As they were never married, and a nomination form was not completed, it was previously decided that Brewster wouldn't be automatically entitled to a pension, however, in an unprecedented judgment, the Supreme Court ruled that this was unlawful and in breach of the Human Rights Act.
Her solicitor, Gareth Mitchell, said: “Denying bereaved cohabitees access to survivor pensions causes huge distress and financial hardship. Now that around one in six families in the UK are cohabiting families, reform is long overdue.
“The decision has significant implications for millions of cohabitees in relation to pension benefits. It also lays down the approach to be adopted when considering complaints of discrimination on the grounds of marital status in other areas.”
The rule, which the Supreme Court declared was unlawful, is found in most of the UK’s public sector pension schemes, of which there are around 12 million members.
It is also found in many defined benefit pension schemes in the private sector, of which there are approximately 11 million members, highlighting the significance of today’s ruling for the whole of the UK.

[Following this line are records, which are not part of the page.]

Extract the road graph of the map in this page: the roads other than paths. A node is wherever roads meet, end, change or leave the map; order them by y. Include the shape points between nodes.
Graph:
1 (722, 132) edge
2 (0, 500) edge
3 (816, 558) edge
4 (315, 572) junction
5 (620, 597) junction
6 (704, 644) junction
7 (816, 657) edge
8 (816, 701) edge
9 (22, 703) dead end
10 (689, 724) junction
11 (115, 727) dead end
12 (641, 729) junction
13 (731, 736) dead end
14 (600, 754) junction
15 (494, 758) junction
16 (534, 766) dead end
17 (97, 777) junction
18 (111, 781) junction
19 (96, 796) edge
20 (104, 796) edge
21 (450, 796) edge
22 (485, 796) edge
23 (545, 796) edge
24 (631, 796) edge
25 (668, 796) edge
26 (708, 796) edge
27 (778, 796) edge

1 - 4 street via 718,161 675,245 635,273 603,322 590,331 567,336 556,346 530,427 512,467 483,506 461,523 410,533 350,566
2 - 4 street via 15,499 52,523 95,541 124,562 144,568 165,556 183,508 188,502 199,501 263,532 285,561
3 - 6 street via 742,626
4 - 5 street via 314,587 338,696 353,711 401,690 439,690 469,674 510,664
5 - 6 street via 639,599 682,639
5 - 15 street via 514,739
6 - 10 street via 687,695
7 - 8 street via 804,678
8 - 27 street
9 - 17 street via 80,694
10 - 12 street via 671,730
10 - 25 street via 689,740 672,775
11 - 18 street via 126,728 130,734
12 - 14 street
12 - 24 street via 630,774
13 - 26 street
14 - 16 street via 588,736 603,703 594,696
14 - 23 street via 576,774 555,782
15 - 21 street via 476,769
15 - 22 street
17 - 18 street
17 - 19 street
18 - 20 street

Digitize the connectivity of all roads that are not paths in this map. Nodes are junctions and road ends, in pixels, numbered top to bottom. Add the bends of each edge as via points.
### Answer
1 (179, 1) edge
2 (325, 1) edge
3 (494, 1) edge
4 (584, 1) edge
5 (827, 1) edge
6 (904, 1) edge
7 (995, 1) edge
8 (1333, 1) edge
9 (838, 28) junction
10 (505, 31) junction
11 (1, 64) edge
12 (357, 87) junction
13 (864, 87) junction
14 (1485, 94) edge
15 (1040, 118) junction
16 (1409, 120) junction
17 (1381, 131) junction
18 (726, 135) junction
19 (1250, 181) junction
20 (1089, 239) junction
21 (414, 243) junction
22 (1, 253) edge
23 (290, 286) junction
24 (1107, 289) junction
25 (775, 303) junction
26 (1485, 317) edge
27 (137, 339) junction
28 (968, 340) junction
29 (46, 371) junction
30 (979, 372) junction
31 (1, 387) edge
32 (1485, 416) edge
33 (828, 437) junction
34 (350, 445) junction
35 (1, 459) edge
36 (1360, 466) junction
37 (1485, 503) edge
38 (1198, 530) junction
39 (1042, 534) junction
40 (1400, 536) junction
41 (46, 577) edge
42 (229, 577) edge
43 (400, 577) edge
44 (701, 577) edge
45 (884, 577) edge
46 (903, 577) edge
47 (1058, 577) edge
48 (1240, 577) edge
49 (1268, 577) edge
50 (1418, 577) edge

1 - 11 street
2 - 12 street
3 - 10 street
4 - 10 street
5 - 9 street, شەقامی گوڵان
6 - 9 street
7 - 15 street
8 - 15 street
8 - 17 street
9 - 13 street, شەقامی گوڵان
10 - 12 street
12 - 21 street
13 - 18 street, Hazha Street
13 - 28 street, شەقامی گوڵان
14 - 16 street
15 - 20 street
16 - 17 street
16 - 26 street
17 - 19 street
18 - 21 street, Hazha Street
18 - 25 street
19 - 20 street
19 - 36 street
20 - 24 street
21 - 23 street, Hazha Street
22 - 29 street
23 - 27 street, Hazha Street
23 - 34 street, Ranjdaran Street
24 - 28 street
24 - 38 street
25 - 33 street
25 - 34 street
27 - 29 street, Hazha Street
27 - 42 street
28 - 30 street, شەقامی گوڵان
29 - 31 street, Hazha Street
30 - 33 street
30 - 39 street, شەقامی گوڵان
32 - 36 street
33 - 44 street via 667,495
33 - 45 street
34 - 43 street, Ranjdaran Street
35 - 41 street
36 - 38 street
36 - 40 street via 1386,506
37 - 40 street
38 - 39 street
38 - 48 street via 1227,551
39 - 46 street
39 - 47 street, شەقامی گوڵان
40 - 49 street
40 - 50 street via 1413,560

Although the Human Rights Act does not apply to private sector schemes, it is anticipated that millions of unmarried, cohabiting people will now expect their pension scheme providers to follow suit.
Royal London director of policy, Steve Webb, said: “This is a very welcome ruling. It is totally unacceptable for cohabiting couples to be treated as second-class citizens.
“With more than six million people living together as couples and the numbers rising every year, this is an issue that needs to be addressed as a matter of urgency.
“We need pension scheme rules which reflect the world we live in today, and not the world of 50 years ago”.